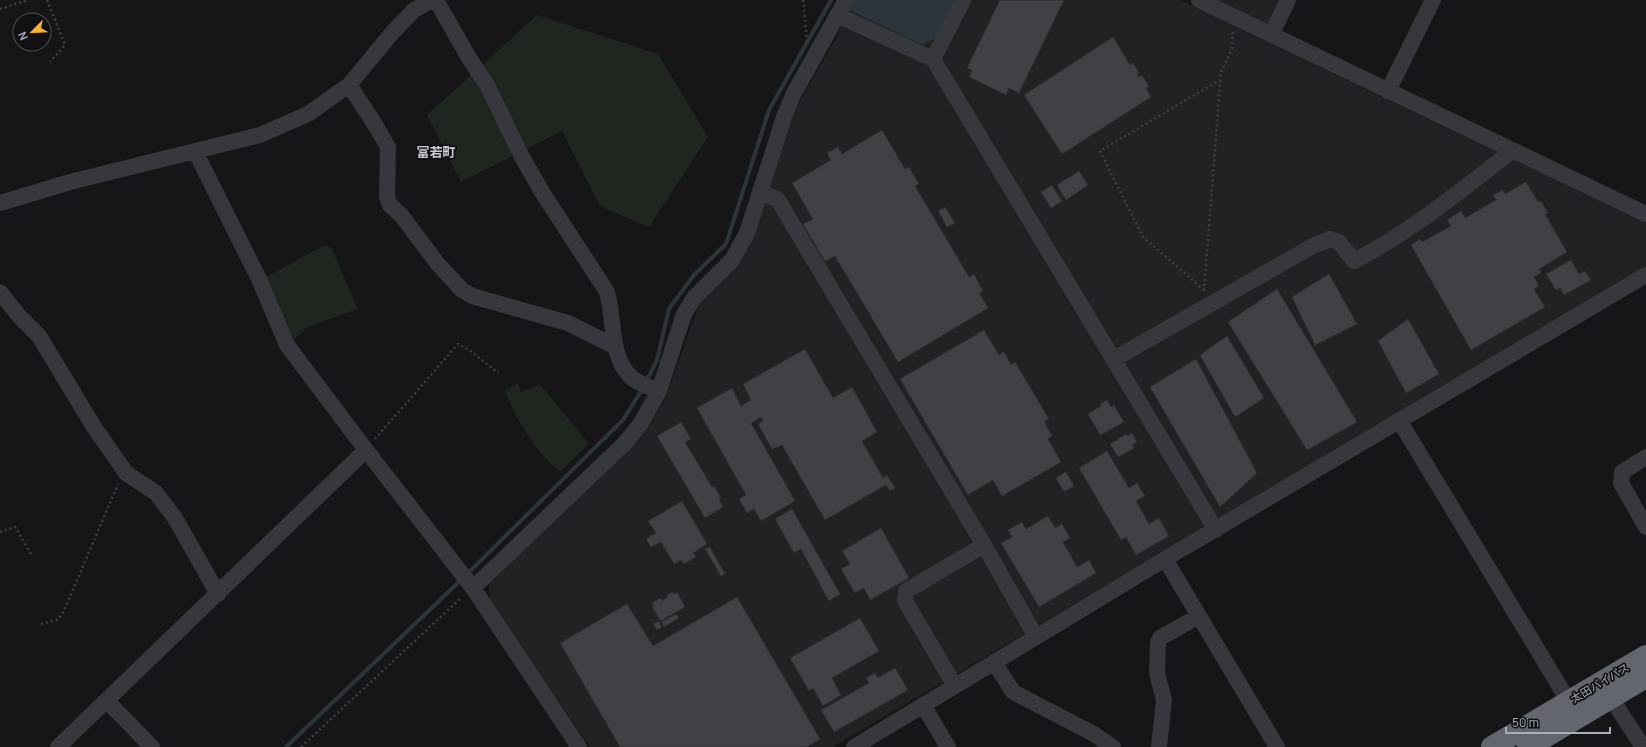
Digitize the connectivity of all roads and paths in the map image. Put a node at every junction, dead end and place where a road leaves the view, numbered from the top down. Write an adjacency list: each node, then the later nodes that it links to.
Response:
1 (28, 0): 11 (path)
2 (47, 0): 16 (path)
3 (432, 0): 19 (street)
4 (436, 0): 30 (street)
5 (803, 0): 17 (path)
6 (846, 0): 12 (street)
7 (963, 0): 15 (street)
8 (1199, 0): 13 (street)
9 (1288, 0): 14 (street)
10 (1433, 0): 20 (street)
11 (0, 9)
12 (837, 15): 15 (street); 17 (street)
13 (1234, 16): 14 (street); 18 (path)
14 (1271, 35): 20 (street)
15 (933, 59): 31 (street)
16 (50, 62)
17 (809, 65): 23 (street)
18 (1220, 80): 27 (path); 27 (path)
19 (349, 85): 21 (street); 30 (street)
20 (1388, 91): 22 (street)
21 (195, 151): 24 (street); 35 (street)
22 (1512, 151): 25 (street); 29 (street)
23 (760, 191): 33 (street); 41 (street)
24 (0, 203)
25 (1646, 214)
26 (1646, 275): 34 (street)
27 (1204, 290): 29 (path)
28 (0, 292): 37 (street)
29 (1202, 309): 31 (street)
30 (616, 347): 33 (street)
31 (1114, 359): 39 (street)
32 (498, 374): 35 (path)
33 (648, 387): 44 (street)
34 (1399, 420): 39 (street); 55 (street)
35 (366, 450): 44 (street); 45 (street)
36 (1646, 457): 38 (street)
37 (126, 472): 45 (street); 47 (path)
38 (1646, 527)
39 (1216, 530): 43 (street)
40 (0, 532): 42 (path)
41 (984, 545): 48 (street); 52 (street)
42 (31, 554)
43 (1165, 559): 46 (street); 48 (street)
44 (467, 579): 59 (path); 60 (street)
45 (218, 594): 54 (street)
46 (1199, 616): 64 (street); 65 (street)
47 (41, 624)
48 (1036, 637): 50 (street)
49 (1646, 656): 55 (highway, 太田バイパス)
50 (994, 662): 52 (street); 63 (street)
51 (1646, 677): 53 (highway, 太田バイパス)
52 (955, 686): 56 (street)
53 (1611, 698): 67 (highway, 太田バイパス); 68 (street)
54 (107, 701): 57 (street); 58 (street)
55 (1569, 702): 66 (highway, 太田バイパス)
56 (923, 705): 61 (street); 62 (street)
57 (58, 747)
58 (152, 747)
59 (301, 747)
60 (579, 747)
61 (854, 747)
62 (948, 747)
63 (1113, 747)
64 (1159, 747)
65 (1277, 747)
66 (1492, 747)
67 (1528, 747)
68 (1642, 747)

☆ ☆ ☆ ☆

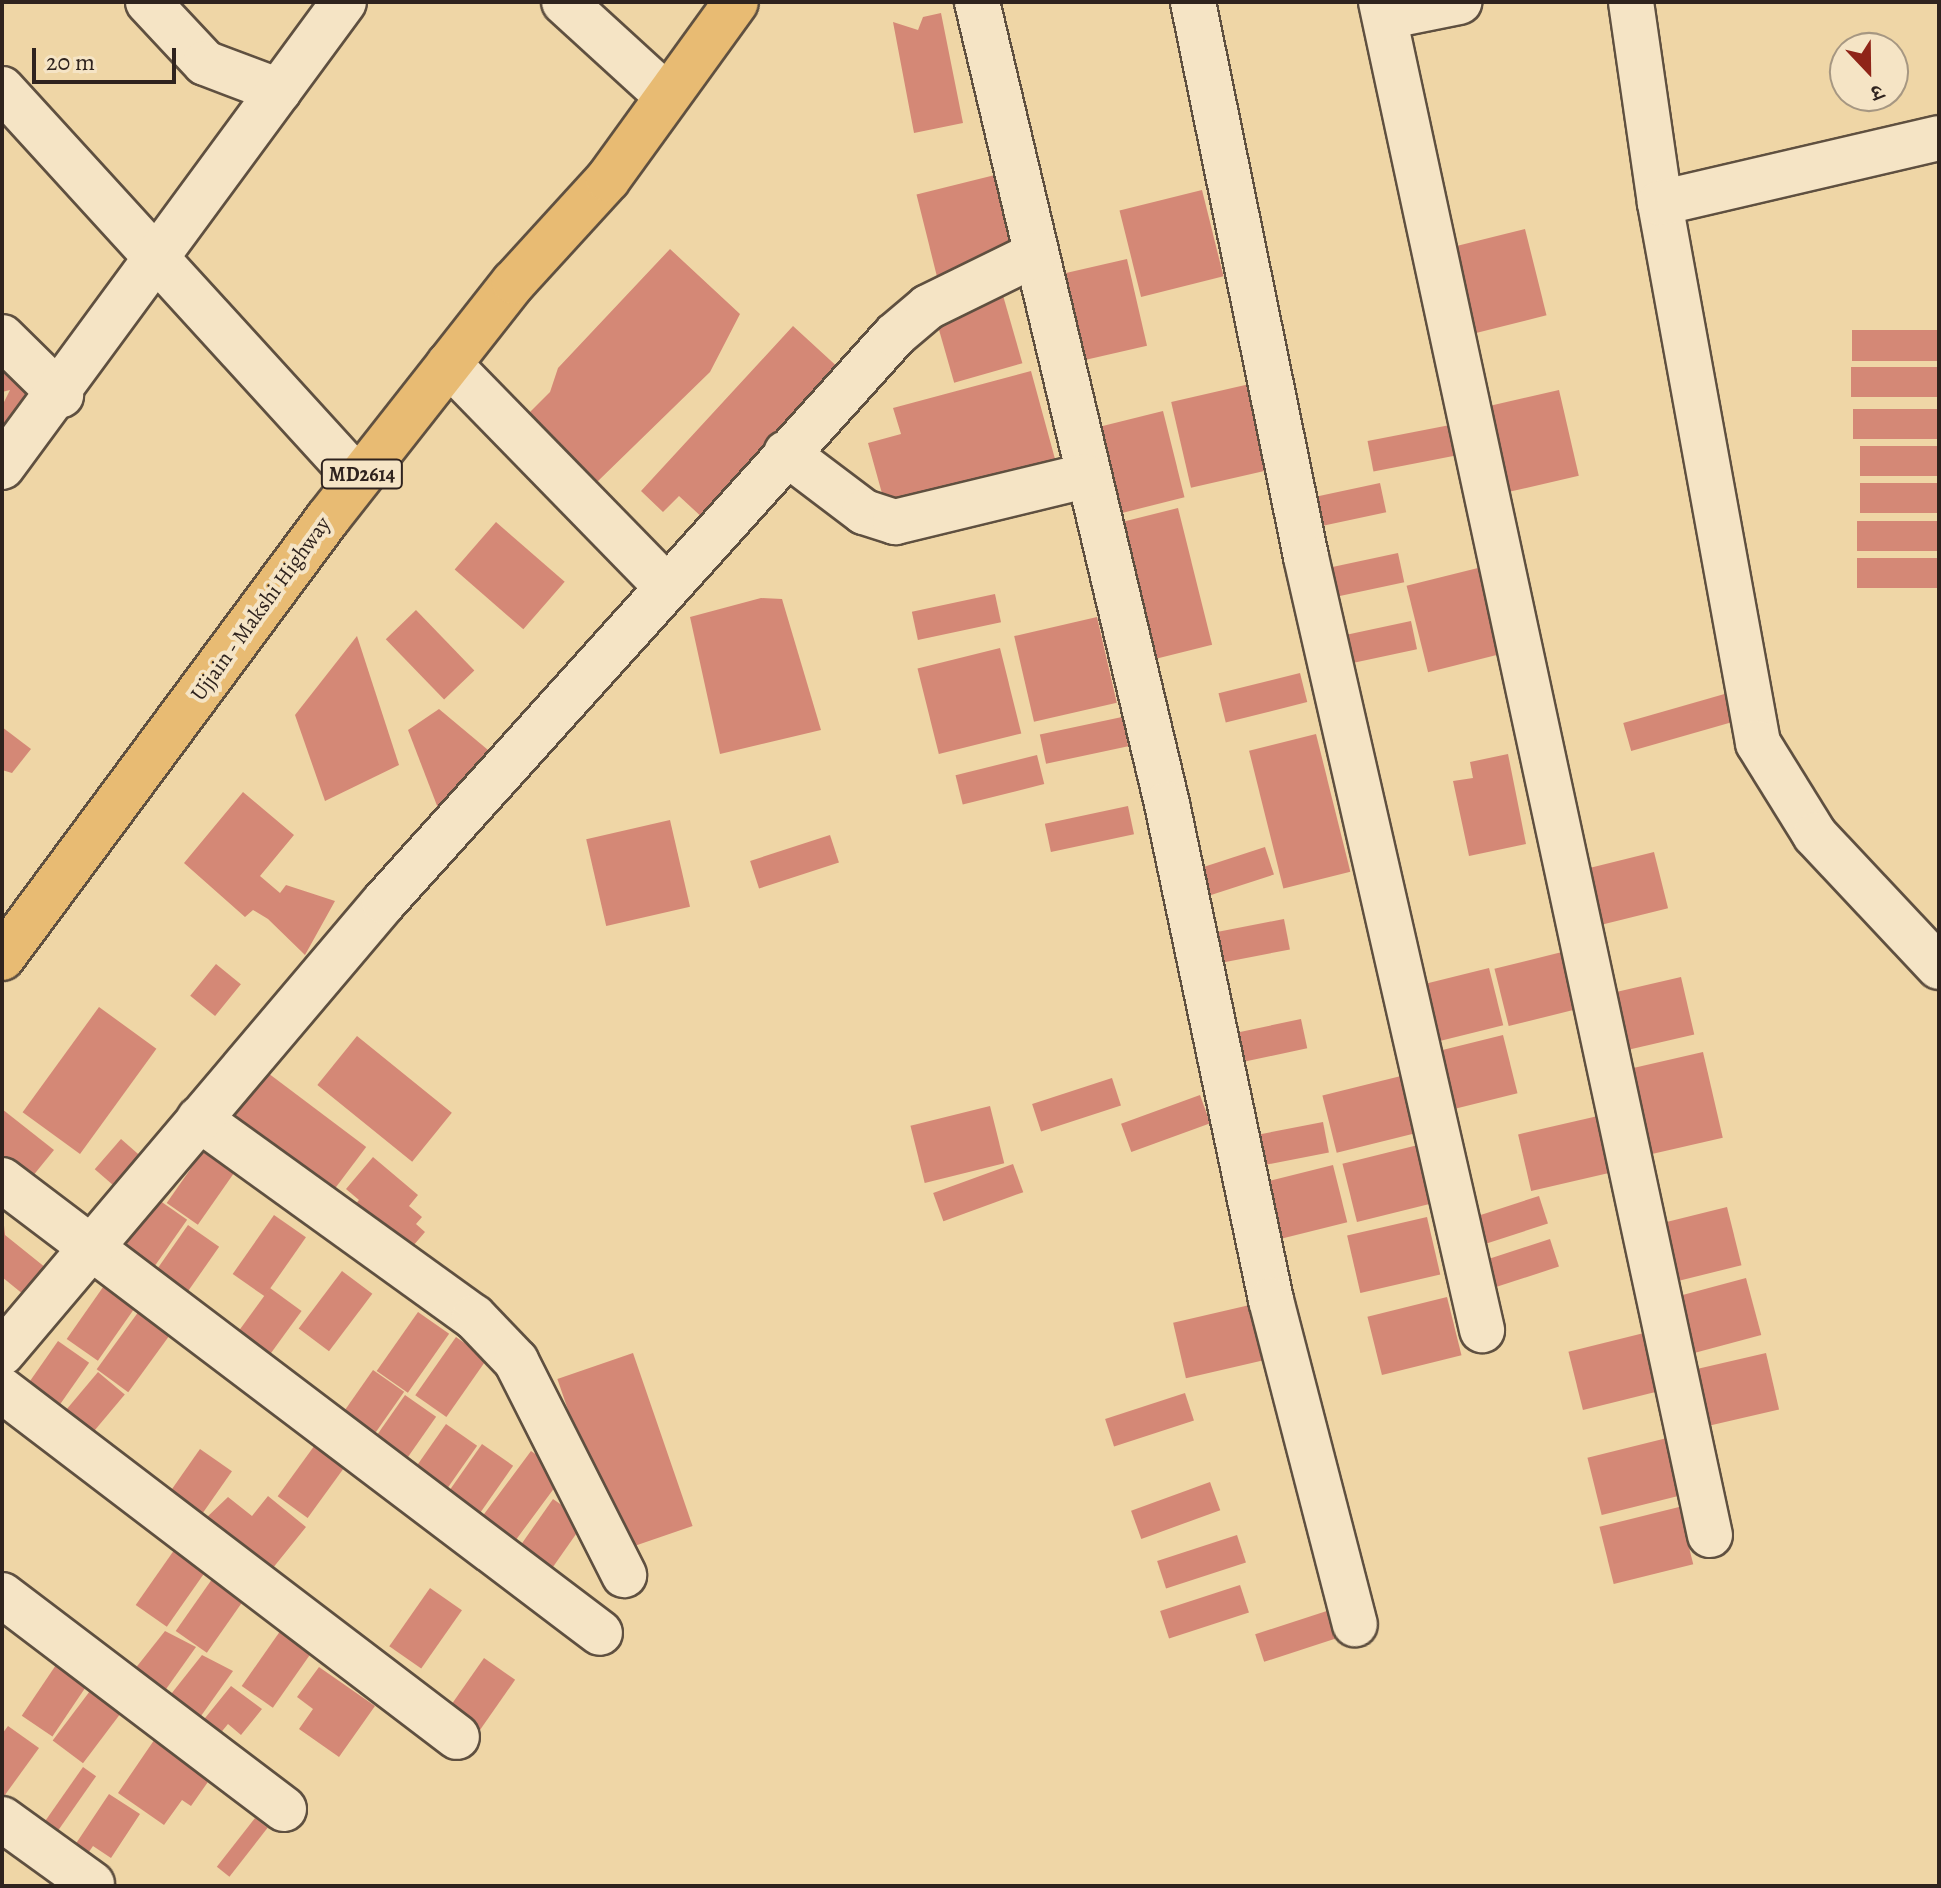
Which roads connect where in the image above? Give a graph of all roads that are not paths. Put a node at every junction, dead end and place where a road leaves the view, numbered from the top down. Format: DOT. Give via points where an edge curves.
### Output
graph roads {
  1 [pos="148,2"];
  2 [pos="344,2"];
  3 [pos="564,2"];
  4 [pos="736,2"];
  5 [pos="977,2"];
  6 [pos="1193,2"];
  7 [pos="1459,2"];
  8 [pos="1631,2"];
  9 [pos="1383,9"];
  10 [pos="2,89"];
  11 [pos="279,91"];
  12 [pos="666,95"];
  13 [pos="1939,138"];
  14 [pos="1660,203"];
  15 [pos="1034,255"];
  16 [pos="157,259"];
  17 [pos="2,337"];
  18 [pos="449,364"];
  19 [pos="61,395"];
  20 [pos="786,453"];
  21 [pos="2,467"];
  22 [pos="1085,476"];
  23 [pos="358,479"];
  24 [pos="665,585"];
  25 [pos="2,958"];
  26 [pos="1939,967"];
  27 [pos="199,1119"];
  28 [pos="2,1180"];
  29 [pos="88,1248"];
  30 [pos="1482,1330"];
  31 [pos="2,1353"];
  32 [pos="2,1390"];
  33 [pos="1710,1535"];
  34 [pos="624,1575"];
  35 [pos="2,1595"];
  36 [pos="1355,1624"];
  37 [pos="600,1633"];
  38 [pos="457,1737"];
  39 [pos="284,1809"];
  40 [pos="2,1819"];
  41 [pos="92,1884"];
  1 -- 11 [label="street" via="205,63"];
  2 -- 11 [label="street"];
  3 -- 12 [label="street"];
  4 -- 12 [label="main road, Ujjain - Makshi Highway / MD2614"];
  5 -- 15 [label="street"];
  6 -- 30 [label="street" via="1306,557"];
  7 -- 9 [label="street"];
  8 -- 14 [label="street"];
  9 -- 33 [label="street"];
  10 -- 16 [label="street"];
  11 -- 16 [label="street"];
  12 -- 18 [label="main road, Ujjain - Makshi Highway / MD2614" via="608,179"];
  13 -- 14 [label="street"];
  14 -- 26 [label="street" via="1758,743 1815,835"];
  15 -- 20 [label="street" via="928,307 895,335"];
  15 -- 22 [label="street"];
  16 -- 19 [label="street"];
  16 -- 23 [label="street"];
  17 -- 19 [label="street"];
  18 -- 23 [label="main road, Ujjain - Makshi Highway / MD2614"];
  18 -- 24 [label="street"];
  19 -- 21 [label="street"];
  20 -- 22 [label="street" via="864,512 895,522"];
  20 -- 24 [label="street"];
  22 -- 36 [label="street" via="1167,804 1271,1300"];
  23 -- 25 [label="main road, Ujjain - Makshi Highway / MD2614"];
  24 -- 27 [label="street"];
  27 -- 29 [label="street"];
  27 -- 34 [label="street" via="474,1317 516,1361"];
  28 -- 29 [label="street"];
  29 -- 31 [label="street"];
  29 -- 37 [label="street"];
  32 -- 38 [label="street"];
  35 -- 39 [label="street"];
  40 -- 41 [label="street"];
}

☆ ☆ ☆ ☆

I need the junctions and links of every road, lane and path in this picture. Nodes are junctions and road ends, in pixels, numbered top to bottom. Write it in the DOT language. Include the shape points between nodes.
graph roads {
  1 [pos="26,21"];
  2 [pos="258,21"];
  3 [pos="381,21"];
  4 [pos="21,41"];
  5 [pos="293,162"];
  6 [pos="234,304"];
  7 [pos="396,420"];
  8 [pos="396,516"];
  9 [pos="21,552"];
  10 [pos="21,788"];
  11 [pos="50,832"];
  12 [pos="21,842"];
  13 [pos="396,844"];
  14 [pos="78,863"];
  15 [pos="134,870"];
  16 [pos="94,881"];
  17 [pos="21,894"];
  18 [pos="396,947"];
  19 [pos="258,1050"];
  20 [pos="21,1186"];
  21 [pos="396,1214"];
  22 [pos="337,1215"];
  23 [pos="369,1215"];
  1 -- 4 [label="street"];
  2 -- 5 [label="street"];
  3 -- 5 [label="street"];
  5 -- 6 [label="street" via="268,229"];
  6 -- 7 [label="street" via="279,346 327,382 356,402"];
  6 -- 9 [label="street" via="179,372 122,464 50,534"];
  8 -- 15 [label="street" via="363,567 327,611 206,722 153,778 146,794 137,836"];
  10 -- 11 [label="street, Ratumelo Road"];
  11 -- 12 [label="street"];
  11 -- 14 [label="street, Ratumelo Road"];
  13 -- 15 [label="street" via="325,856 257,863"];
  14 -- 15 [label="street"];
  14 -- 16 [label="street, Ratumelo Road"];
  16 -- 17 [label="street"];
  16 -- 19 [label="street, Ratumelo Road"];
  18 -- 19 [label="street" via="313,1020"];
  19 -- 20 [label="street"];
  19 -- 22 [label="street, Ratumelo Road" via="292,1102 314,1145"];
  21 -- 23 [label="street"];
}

☆ ☆ ☆ ☆

— EXERCISE GOAL —
Copy out every line of the data where the word "Ujjain" occurs.

— RESULT OF THE EXERCISE —
  4 -- 12 [label="main road, Ujjain - Makshi Highway / MD2614"];
  12 -- 18 [label="main road, Ujjain - Makshi Highway / MD2614" via="608,179"];
  18 -- 23 [label="main road, Ujjain - Makshi Highway / MD2614"];
  23 -- 25 [label="main road, Ujjain - Makshi Highway / MD2614"];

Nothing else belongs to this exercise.